## Input data
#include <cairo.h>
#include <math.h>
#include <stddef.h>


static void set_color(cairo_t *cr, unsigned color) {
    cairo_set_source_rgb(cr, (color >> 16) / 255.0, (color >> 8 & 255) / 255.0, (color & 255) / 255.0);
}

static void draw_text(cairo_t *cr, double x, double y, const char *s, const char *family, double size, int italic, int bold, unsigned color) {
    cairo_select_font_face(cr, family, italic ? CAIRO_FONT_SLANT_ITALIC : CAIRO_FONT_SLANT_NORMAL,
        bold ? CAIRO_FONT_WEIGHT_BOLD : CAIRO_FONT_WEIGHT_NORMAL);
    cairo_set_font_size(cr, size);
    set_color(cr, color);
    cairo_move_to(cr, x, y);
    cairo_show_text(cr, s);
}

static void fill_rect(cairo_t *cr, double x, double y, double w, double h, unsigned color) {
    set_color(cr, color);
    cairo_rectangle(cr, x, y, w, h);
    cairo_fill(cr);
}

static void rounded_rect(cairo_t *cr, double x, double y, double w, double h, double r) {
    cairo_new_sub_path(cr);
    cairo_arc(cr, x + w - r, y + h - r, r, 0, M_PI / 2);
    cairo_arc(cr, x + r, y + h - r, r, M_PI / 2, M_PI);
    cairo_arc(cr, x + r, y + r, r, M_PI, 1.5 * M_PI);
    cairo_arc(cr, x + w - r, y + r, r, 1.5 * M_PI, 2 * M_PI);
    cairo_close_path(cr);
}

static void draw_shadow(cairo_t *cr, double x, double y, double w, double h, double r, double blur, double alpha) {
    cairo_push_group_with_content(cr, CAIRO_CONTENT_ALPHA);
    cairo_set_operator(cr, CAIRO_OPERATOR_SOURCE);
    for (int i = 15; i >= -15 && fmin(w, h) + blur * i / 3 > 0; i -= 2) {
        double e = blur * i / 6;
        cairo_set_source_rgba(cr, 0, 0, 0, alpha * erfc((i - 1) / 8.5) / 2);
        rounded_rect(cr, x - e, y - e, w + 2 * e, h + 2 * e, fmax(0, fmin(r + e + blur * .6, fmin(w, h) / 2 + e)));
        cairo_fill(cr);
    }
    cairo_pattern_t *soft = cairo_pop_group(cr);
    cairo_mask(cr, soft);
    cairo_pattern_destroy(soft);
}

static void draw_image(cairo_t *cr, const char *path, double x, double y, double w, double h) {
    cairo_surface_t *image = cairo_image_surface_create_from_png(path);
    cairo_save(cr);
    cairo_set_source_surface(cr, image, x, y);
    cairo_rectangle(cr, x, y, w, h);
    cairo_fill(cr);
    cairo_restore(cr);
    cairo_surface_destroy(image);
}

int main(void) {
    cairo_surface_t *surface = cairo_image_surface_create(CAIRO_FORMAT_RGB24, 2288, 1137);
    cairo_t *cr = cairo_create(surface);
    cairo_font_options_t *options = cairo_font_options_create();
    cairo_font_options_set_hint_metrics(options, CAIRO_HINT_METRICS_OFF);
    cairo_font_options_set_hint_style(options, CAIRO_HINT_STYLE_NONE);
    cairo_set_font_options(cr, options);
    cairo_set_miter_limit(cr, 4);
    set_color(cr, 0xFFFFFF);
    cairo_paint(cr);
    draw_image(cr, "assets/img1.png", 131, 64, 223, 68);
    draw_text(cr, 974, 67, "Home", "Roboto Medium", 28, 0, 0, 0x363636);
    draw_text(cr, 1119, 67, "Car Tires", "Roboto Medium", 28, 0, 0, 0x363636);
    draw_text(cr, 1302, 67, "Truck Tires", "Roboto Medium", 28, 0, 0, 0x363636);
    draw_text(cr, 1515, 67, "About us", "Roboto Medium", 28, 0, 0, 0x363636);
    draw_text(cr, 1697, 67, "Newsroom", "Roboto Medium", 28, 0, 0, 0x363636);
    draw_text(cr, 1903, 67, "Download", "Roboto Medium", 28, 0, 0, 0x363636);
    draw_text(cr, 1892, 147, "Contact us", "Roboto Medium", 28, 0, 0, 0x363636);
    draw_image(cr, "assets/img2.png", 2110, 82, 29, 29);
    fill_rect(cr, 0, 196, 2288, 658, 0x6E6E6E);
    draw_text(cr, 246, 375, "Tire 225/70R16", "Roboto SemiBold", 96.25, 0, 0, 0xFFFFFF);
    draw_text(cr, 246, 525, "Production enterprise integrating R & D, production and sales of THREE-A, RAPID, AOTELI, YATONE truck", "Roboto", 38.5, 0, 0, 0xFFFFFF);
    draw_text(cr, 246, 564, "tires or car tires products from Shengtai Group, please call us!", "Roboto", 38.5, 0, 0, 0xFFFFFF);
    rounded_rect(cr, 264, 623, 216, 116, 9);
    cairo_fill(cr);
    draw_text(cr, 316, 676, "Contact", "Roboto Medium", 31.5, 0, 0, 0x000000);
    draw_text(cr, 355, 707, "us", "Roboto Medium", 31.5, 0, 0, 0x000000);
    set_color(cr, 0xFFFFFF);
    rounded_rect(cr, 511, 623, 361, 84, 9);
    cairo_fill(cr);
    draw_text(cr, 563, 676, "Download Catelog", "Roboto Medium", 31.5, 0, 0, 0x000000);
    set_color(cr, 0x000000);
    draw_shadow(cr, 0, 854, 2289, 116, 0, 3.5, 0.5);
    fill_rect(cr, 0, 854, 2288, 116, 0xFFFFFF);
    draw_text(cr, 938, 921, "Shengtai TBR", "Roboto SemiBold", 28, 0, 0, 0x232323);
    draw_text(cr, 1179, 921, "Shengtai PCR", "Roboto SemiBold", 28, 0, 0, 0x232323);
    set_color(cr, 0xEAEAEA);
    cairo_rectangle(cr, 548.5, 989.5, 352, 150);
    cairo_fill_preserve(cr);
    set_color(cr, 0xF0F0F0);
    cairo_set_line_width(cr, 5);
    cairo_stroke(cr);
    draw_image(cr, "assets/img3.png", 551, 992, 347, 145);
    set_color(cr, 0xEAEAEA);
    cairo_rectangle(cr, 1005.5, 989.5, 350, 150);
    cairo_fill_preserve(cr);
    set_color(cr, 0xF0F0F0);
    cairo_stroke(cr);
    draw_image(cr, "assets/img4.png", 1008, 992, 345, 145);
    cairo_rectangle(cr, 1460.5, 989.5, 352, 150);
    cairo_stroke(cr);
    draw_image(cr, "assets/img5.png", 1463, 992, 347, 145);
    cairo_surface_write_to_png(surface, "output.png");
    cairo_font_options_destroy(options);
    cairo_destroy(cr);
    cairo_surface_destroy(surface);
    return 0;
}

## Work item
Starting at the first line of the records above, please copy every line exactly through the line containing "static void draw_image(cairo_t", and stop there.

## Expected output
#include <cairo.h>
#include <math.h>
#include <stddef.h>


static void set_color(cairo_t *cr, unsigned color) {
    cairo_set_source_rgb(cr, (color >> 16) / 255.0, (color >> 8 & 255) / 255.0, (color & 255) / 255.0);
}

static void draw_text(cairo_t *cr, double x, double y, const char *s, const char *family, double size, int italic, int bold, unsigned color) {
    cairo_select_font_face(cr, family, italic ? CAIRO_FONT_SLANT_ITALIC : CAIRO_FONT_SLANT_NORMAL,
        bold ? CAIRO_FONT_WEIGHT_BOLD : CAIRO_FONT_WEIGHT_NORMAL);
    cairo_set_font_size(cr, size);
    set_color(cr, color);
    cairo_move_to(cr, x, y);
    cairo_show_text(cr, s);
}

static void fill_rect(cairo_t *cr, double x, double y, double w, double h, unsigned color) {
    set_color(cr, color);
    cairo_rectangle(cr, x, y, w, h);
    cairo_fill(cr);
}

static void rounded_rect(cairo_t *cr, double x, double y, double w, double h, double r) {
    cairo_new_sub_path(cr);
    cairo_arc(cr, x + w - r, y + h - r, r, 0, M_PI / 2);
    cairo_arc(cr, x + r, y + h - r, r, M_PI / 2, M_PI);
    cairo_arc(cr, x + r, y + r, r, M_PI, 1.5 * M_PI);
    cairo_arc(cr, x + w - r, y + r, r, 1.5 * M_PI, 2 * M_PI);
    cairo_close_path(cr);
}

static void draw_shadow(cairo_t *cr, double x, double y, double w, double h, double r, double blur, double alpha) {
    cairo_push_group_with_content(cr, CAIRO_CONTENT_ALPHA);
    cairo_set_operator(cr, CAIRO_OPERATOR_SOURCE);
    for (int i = 15; i >= -15 && fmin(w, h) + blur * i / 3 > 0; i -= 2) {
        double e = blur * i / 6;
        cairo_set_source_rgba(cr, 0, 0, 0, alpha * erfc((i - 1) / 8.5) / 2);
        rounded_rect(cr, x - e, y - e, w + 2 * e, h + 2 * e, fmax(0, fmin(r + e + blur * .6, fmin(w, h) / 2 + e)));
        cairo_fill(cr);
    }
    cairo_pattern_t *soft = cairo_pop_group(cr);
    cairo_mask(cr, soft);
    cairo_pattern_destroy(soft);
}

static void draw_image(cairo_t *cr, const char *path, double x, double y, double w, double h) {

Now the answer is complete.